**Problem description:** Would you please copy each line of the data in which the string "fillText" occurs?

**Task inputs:**
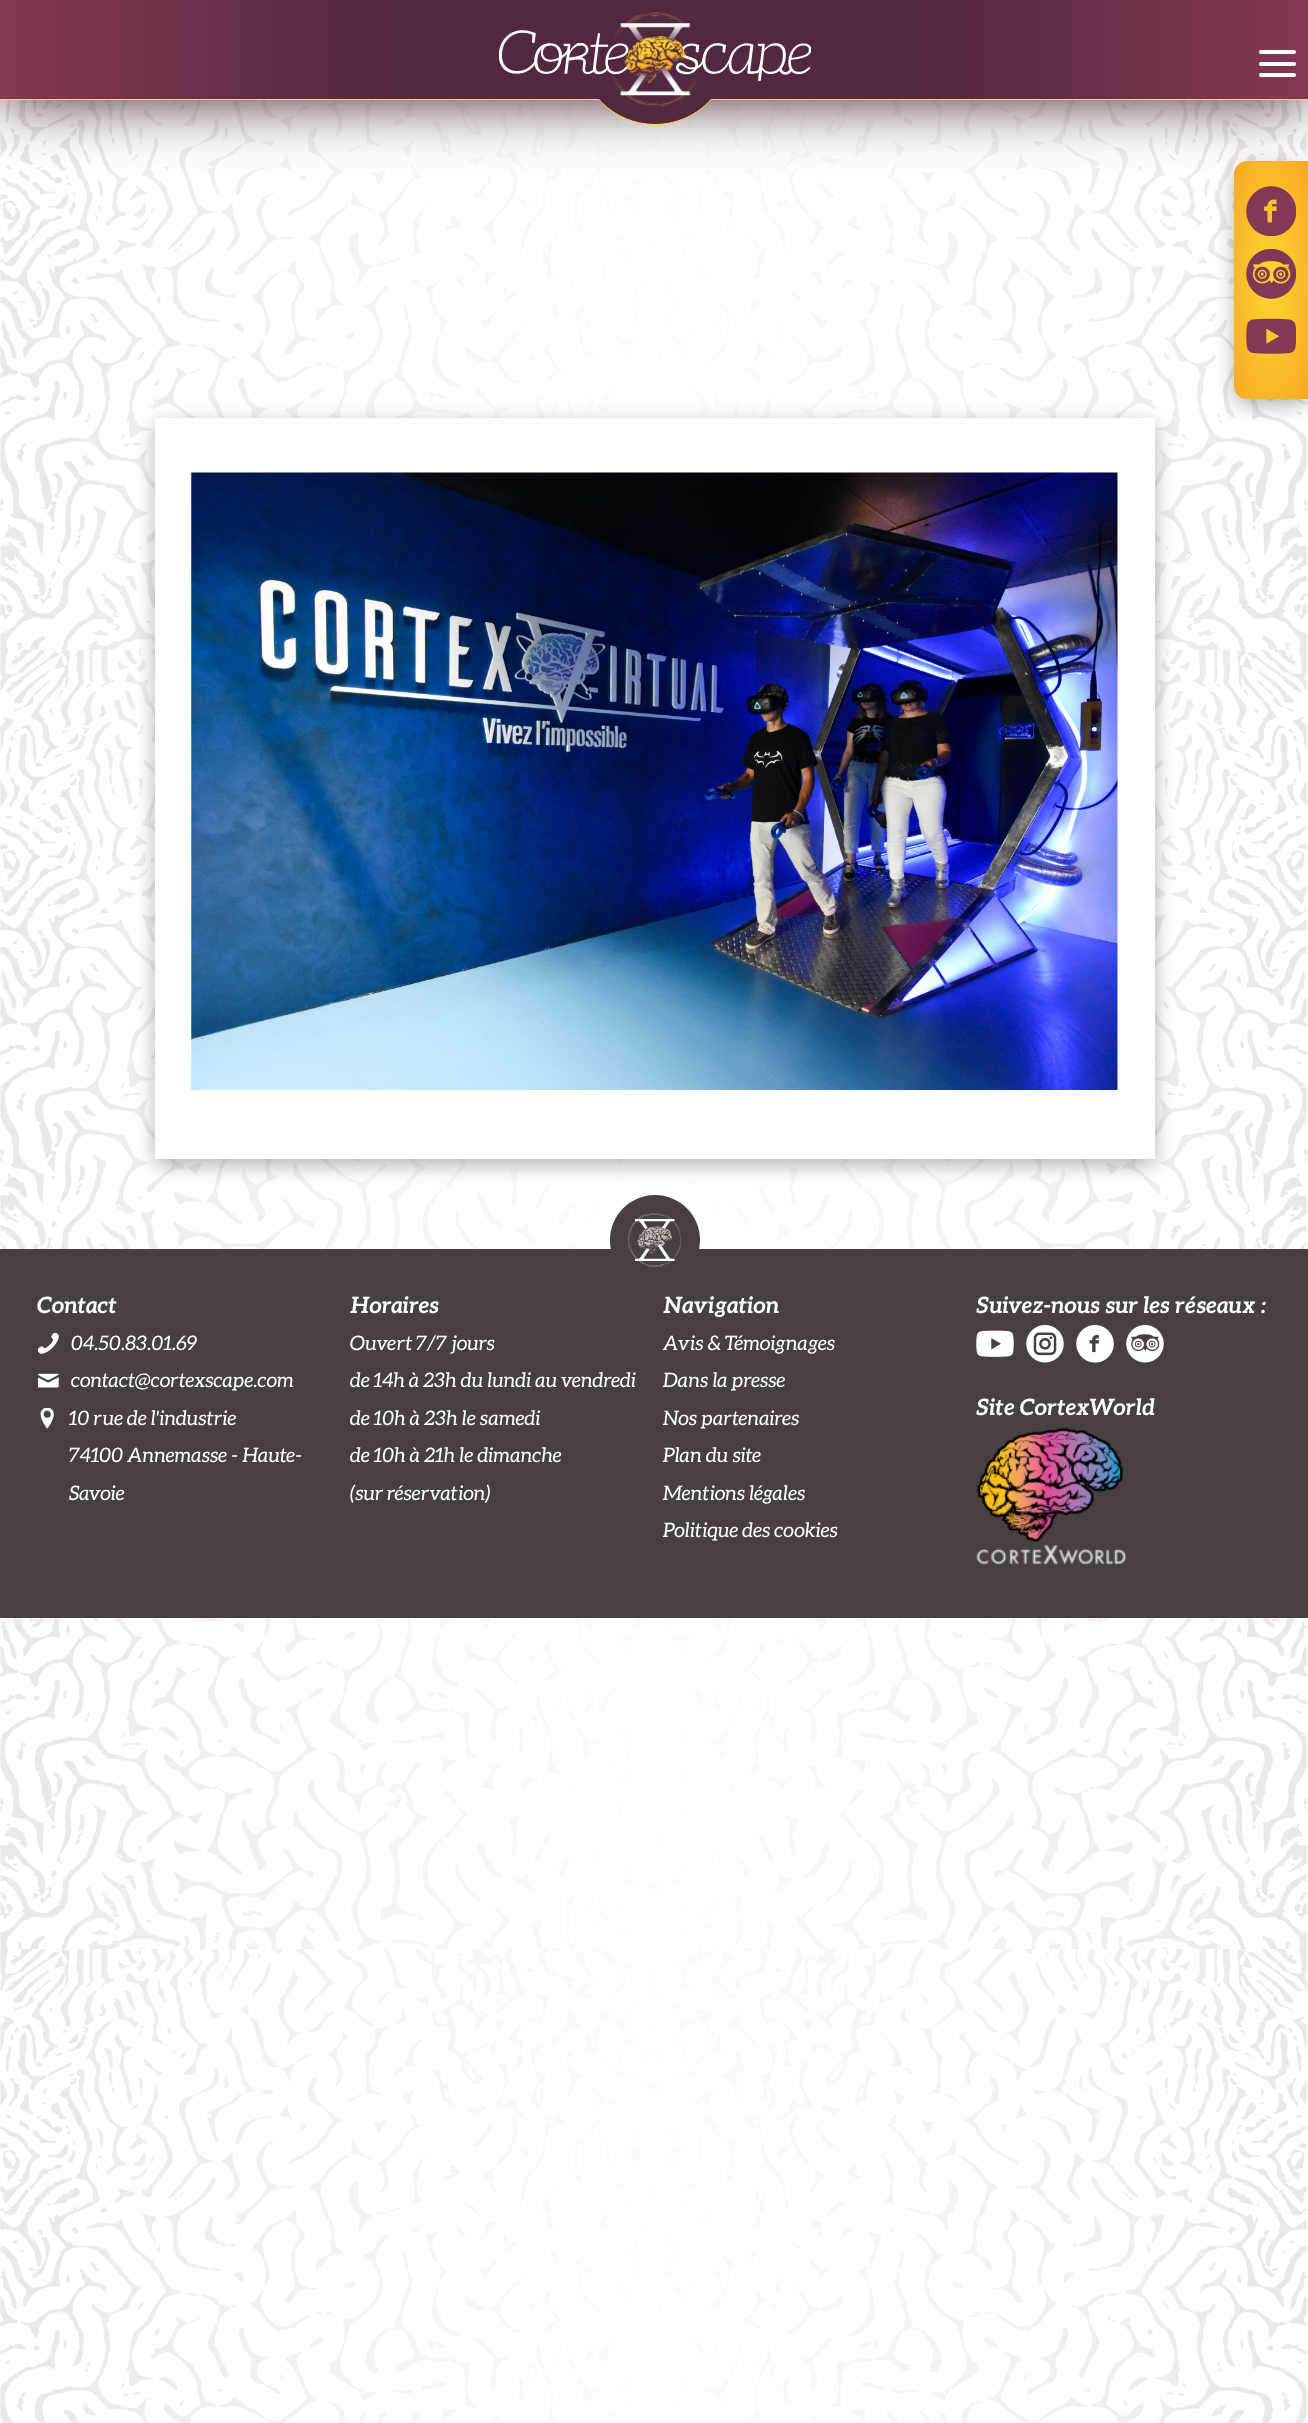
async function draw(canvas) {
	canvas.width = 1308;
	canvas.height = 2423;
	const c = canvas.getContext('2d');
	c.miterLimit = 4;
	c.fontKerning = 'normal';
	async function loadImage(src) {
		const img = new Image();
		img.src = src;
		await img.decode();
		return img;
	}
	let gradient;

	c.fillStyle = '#fff';
	c.fillRect(0, 0, 1308, 2423);
	c.drawImage(await loadImage('img6.png'), 0, 100, 1307, 2323);
	gradient = c.createLinearGradient(0, 1212, 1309, 1212);
	gradient.addColorStop(0, '#ffffff00');
	gradient.addColorStop(0.5, '#ffffffe6');
	gradient.addColorStop(1, '#ffffff00');
	c.fillStyle = gradient;
	c.fillRect(81, 100, 1147, 2323);
	c.fillStyle = '#3e1e29';
	c.filter = 'blur(31px)';
	c.beginPath();
	c.rect(0, 0, 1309, 100);
	c.fill();
	c.filter = 'none';
	gradient = c.createLinearGradient(0, 49, 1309, 49);
	gradient.addColorStop(0, '#833855');
	gradient.addColorStop(0.3, '#522740');
	gradient.addColorStop(0.7, '#522740');
	gradient.addColorStop(1, '#833855');
	c.fillStyle = gradient;
	c.fillRect(0, 0, 1308, 99);
	c.fillStyle = '#ffd631';
	c.fillRect(0, 99, 1308, 1);
	c.fillStyle = '#522740';
	c.beginPath();
	c.arc(655, 49, 75.5, 0, 2 * Math.PI);
	c.fill();
	c.strokeStyle = '#ffd631';
	c.stroke();
	c.fillRect(579, 0, 152, 99);
	c.drawImage(await loadImage('img2.png'), 499, 30, 312, 51);
	c.drawImage(await loadImage('img1.png'), 612, 12, 85, 95);
	c.fillStyle = '#fff';
	c.beginPath();
	c.roundRect(1259, 50, 37, 4, 2);
	c.fill();
	c.beginPath();
	c.roundRect(1259, 62, 37, 4, 2);
	c.fill();
	c.beginPath();
	c.roundRect(1259, 73, 37, 4, 2);
	c.fill();
	c.fillStyle = '#0000004d';
	c.filter = 'blur(9.5px)';
	c.beginPath();
	c.roundRect(1234, 168, 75, 237, 13);
	c.fill();
	c.filter = 'none';
	gradient = c.createRadialGradient(1271, 88.33, 0, 1271, 88.33, 53);
	gradient.addColorStop(0, '#ffd631');
	gradient.addColorStop(1, '#f7a823');
	c.fillStyle = gradient;
	c.beginPath();
	c.moveTo(1247, 161);
	c.lineTo(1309, 161);
	c.lineTo(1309, 399);
	c.lineTo(1247, 399);
	c.bezierCurveTo(1240, 399, 1234, 393, 1234, 386);
	c.lineTo(1234, 174);
	c.bezierCurveTo(1234, 167, 1240, 161, 1247, 161);
	c.closePath();
	c.save();
	c.clip();
	c.scale(1, 168 / 53);
	c.fillRect(0, 0, 1308, 765);
	c.restore();
	c.drawImage(await loadImage('img3.png'), 1246, 186, 50, 50);
	c.drawImage(await loadImage('img4.png'), 1246, 249, 50, 50);
	c.drawImage(await loadImage('img5.png'), 1246, 318, 50, 36);
	c.fillStyle = '#0000004d';
	c.filter = 'blur(9.5px)';
	c.beginPath();
	c.rect(155, 424, 1000, 741);
	c.fill();
	c.filter = 'none';
	c.fillStyle = '#fff';
	c.fillRect(155, 418, 1000, 741);
	c.drawImage(await loadImage('img7.png'), 191, 472, 927, 618);
	c.fillStyle = '#483f40';
	c.fillRect(0, 1249, 1308, 369);
	c.beginPath();
	c.roundRect(610, 1195, 90, 91, 45);
	c.fill();
	c.drawImage(await loadImage('img8.png'), 628, 1213, 54, 54);
	c.font = 'italic bold 22.5px Aleo';
	c.fillStyle = '#fff';
	c.fillText('Contact', 37, 1313);
	c.drawImage(await loadImage('img9.png'), 38, 1333, 21, 21);
	c.font = 'italic 20px Aleo';
	c.fillText('04.50.83.01.69', 71, 1350);
	c.drawImage(await loadImage('img10.png'), 38, 1373, 21, 15);
	c.fillText('contact@cortexscape.com', 71, 1387);
	c.drawImage(await loadImage('img11.png'), 40, 1408, 14, 21);
	for (const [text, x, y] of [
		['10 rue de l\'industrie', 69, 1425],
		['74100 Annemasse - Haute-', 69, 1462],
		['Savoie', 69, 1500],
	]) {
		c.fillText(text, x, y);
	}
	c.font = 'italic bold 22.5px Aleo';
	c.fillText('Horaires', 350, 1313);
	c.font = 'italic 20px Aleo';
	for (const [text, x, y] of [
		['Ouvert 7/7 jours', 350, 1350],
		['de 14h à 23h du lundi au vendredi', 350, 1387],
		['de 10h à 23h le samedi', 350, 1425],
		['de 10h à 21h le dimanche', 350, 1462],
		['(sur réservation)', 350, 1500],
	]) {
		c.fillText(text, x, y);
	}
	c.font = 'italic bold 22.5px Aleo';
	c.fillText('Navigation', 663, 1313);
	c.font = 'italic 20px Aleo';
	for (const [text, x, y] of [
		['Avis & Témoignages', 663, 1350],
		['Dans la presse', 663, 1387],
		['Nos partenaires', 663, 1425],
		['Plan du site', 663, 1462],
		['Mentions légales', 663, 1500],
		['Politique des cookies', 663, 1537],
	]) {
		c.fillText(text, x, y);
	}
	c.font = 'italic bold 22.5px Aleo';
	c.fillText('Suivez-nous sur les réseaux :', 976, 1313);
	c.drawImage(await loadImage('img12.png'), 976, 1330, 38, 27);
	c.drawImage(await loadImage('img13.png'), 1026, 1325, 38, 38);
	c.drawImage(await loadImage('img14.png'), 1076, 1325, 38, 38);
	c.drawImage(await loadImage('img15.png'), 1126, 1325, 38, 38);
	c.fillText('Site CortexWorld', 976, 1415);
	c.drawImage(await loadImage('img16.png'), 976, 1427, 151, 138);
}

draw(document.querySelector('canvas'));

**Written reply:**
	c.fillText('Contact', 37, 1313);
	c.fillText('04.50.83.01.69', 71, 1350);
	c.fillText('contact@cortexscape.com', 71, 1387);
		c.fillText(text, x, y);
	c.fillText('Horaires', 350, 1313);
		c.fillText(text, x, y);
	c.fillText('Navigation', 663, 1313);
		c.fillText(text, x, y);
	c.fillText('Suivez-nous sur les réseaux :', 976, 1313);
	c.fillText('Site CortexWorld', 976, 1415);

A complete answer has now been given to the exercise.